# Bama in Tiger Territory



## Polaris425 (Dec 16, 2004)

*NO TRASH TALK!!!!!!!!!!!!!!!!!!!!!!!!!! OR I'll lock this bia faster than masher can say Let Her Eat*!



So, we're coming down there this weekend. What ya'll thinking down there? Ya'll have home field advantage obviously but..... I still think we are a good on-the-road team this year like last, if everyone will play like they want it, and not go out there and piddle around like they did the SC game. I know ya'll arnt going to make it easy though, I look for it to be a very close game score wise. If we win, I bet it wont be by more than ~1 Touchdown or so...
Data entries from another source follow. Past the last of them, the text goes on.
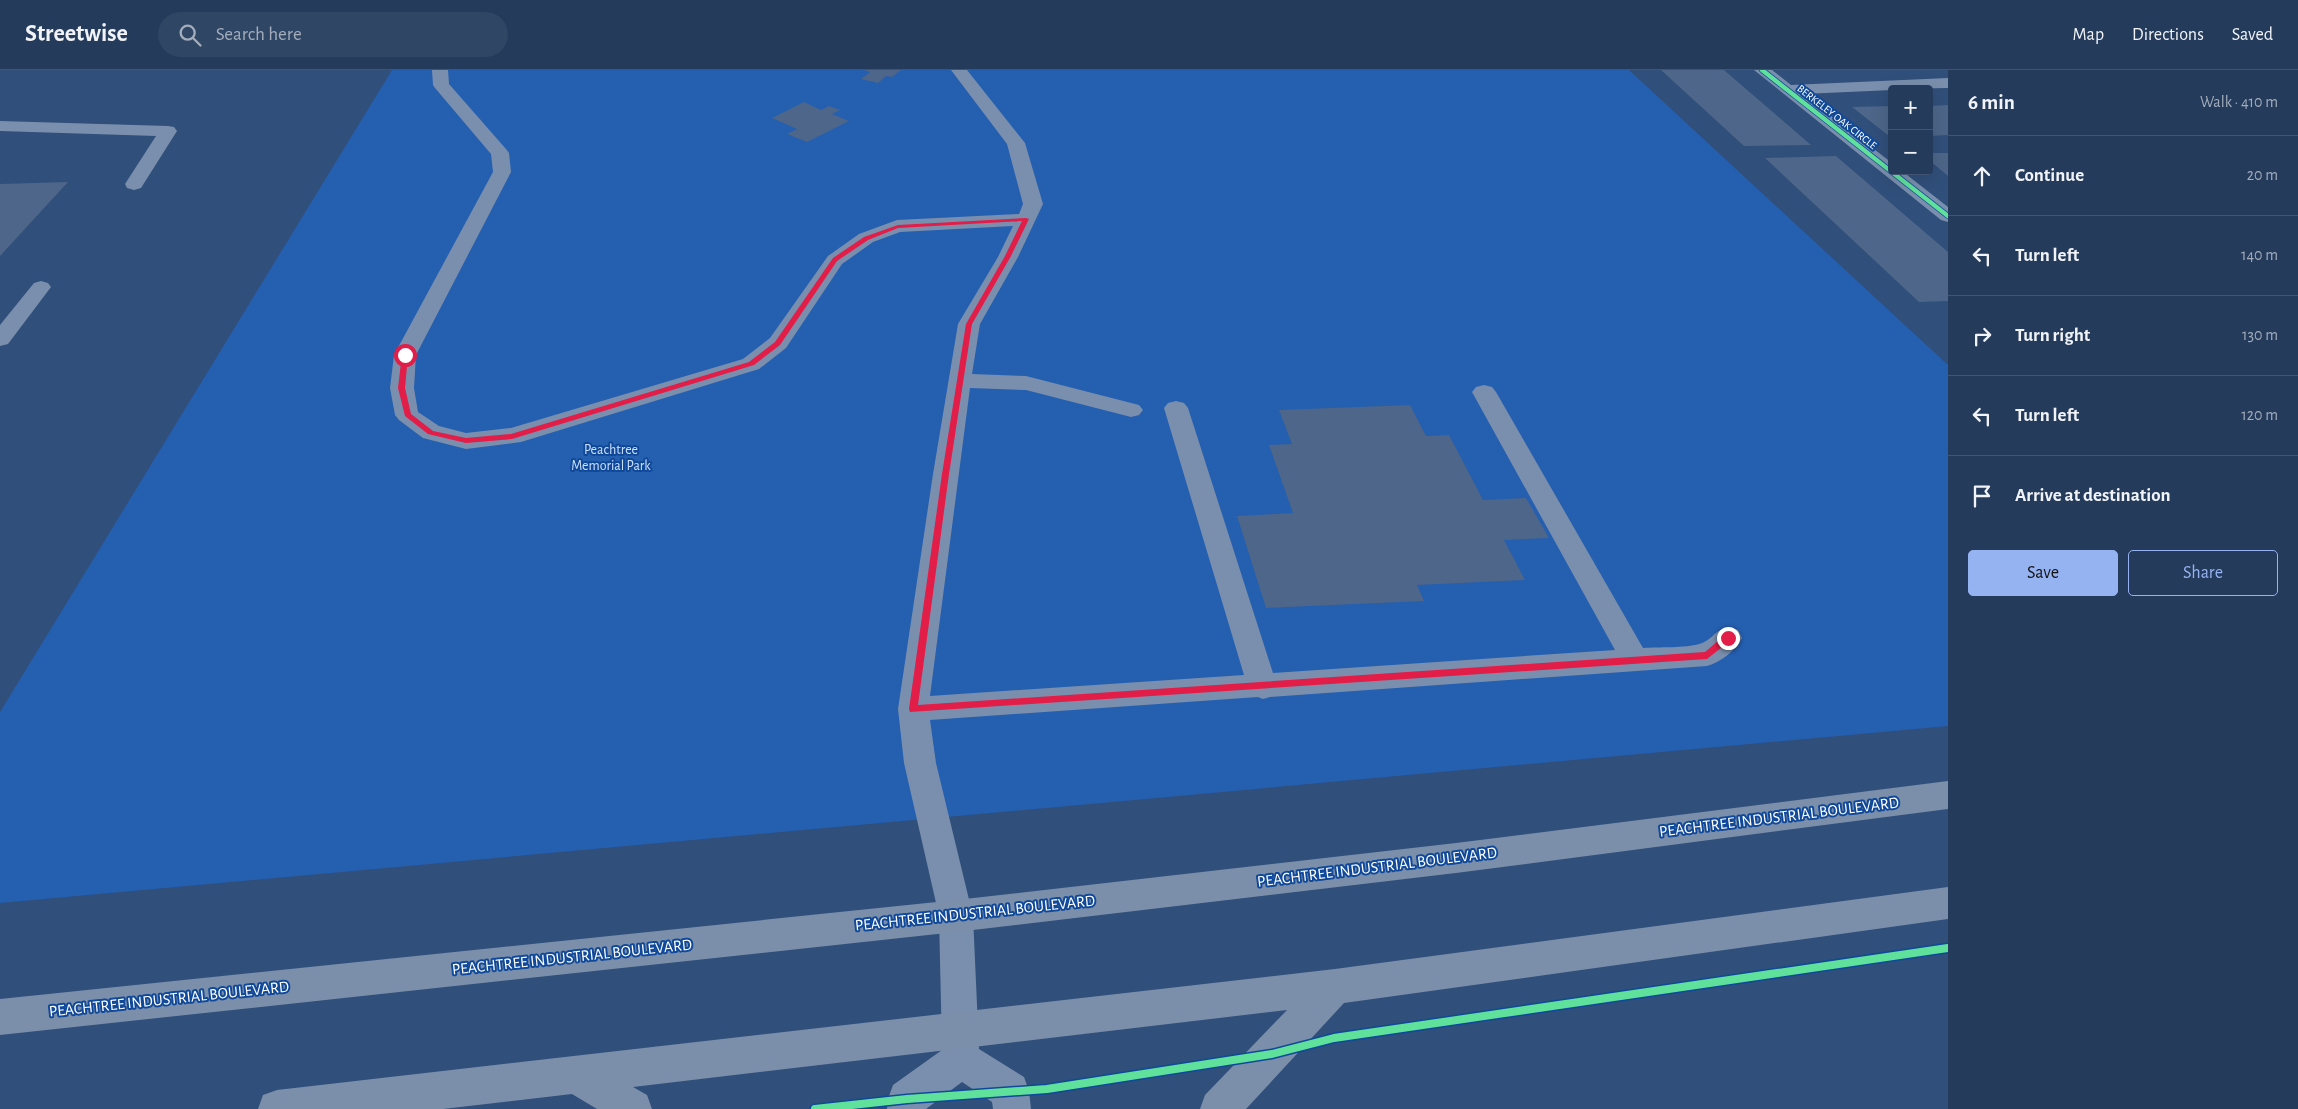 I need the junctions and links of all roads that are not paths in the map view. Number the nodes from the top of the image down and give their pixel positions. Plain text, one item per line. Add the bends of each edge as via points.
1 (440, 70) edge
2 (959, 70) edge
3 (1762, 70) edge
4 (1948, 83) edge
5 (1787, 90) junction
6 (0, 126) edge
7 (134, 184) dead end
8 (1948, 216) edge
9 (1026, 219) junction
10 (41, 287) dead end
11 (0, 340) edge
12 (960, 381) junction
13 (1484, 392) dead end
14 (1176, 408) dead end
15 (1131, 410) dead end
16 (1728, 638) dead end
17 (1635, 660) junction
18 (1263, 687) junction
19 (913, 709) junction
20 (1948, 795) edge
21 (1948, 902) edge
22 (956, 916) junction
23 (1335, 987) junction
24 (0, 1017) edge
25 (960, 1045) junction
26 (578, 1076) junction
27 (1011, 1100) edge
28 (906, 1104) edge
29 (277, 1109) edge
30 (632, 1109) edge
31 (1219, 1109) edge

1 - 9 street via 441,85 500,153 502,172 405,355 402,388 408,415 431,432 466,441 512,436 752,364 778,343 835,260 866,238 898,226
2 - 9 street via 1016,143 1033,204
3 - 5 street, BERKELEY OAK CIRCLE
4 - 5 street
5 - 8 street, BERKELEY OAK CIRCLE
6 - 7 street via 168,131
9 - 12 street via 969,324
10 - 11 street
12 - 15 street via 1026,382
12 - 19 street
13 - 17 street
14 - 18 street
16 - 17 street via 1707,655
17 - 18 street
18 - 19 street
19 - 22 street via 920,763
20 - 22 highway, PEACHTREE INDUSTRIAL BOULEVARD via 1456,858
21 - 23 highway
22 - 24 highway, PEACHTREE INDUSTRIAL BOULEVARD
22 - 25 street
23 - 25 highway
23 - 31 highway
25 - 26 highway
25 - 27 street
25 - 28 street
26 - 29 highway
26 - 30 highway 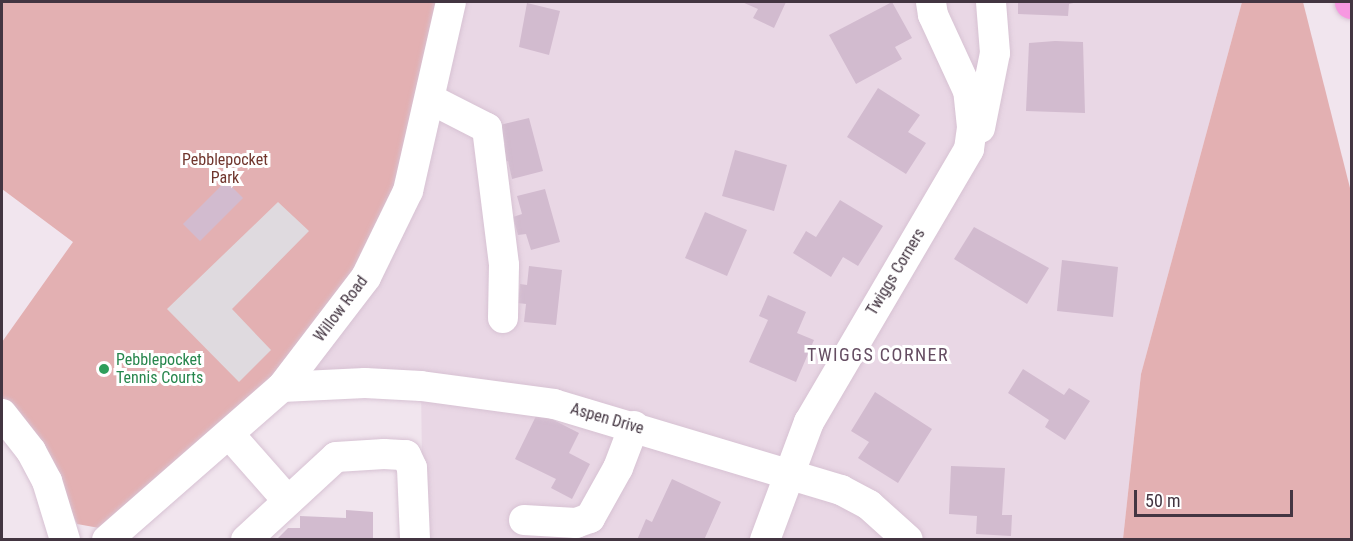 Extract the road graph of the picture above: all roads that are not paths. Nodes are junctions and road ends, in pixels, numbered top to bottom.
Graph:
1 (451, 2) edge
2 (931, 2) edge
3 (991, 2) edge
4 (430, 99) junction
5 (969, 149) junction
6 (503, 318) dead end
7 (282, 387) junction
8 (2, 414) edge
9 (634, 426) junction
10 (229, 434) junction
11 (788, 473) junction
12 (288, 501) junction
13 (524, 520) dead end
14 (65, 540) edge
15 (107, 540) edge
16 (246, 540) edge
17 (415, 540) edge
18 (765, 540) edge
19 (908, 540) edge

1 - 4 street, Willow Road
2 - 5 street, Twiggs Corners
3 - 5 street
4 - 6 street
4 - 7 street, Willow Road
5 - 11 street, Twiggs Corners
7 - 9 street, Aspen Drive
7 - 10 street, Willow Road
8 - 14 street
9 - 11 street, Aspen Drive
9 - 13 street
10 - 12 street
10 - 15 street, Willow Road
11 - 18 street, Twiggs Corners
11 - 19 street, Aspen Drive
12 - 16 street
12 - 17 street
PS. Eat a corn dog for me... :rockn:


----------



## wildchild405 (Apr 21, 2009)

Should be a good game!!


----------



## gpinjason (Nov 10, 2009)

No trash talk? that's no fun.. LOL I'm rootin for the Tigers, but the way it's been going, I don't know... I will actually be over there this weekend... wish I could go to the game while I was there... 

Geaux Tigers!!


----------



## csmith (Apr 26, 2010)

I'll be there. If our defense has any pride left after the Auburn game, they will win this game for us. The offensive and coaching edge go to Bama.


----------



## Eight (Mar 24, 2010)

I was down there about 3 weeks or so ago. Should be a good game. Everybody down there was drunker than at mud nats.


----------



## csmith (Apr 26, 2010)

its what we do...I just hope I'm sober enough to go ride Sunday


----------



## bruteforce504 (Feb 10, 2010)

I think that it will be a very good game. Should be defensive battle like the auburn game. But there is one HUGE edge that alabame will have over LSU, and that is they don't have Jordan Jefferson as their QB. dude is garbage and will never win a big game as long as he is in the game and les miles is on the sideline. I HOPE LSU will win and it should be a close one, but I think bama will have the edge. 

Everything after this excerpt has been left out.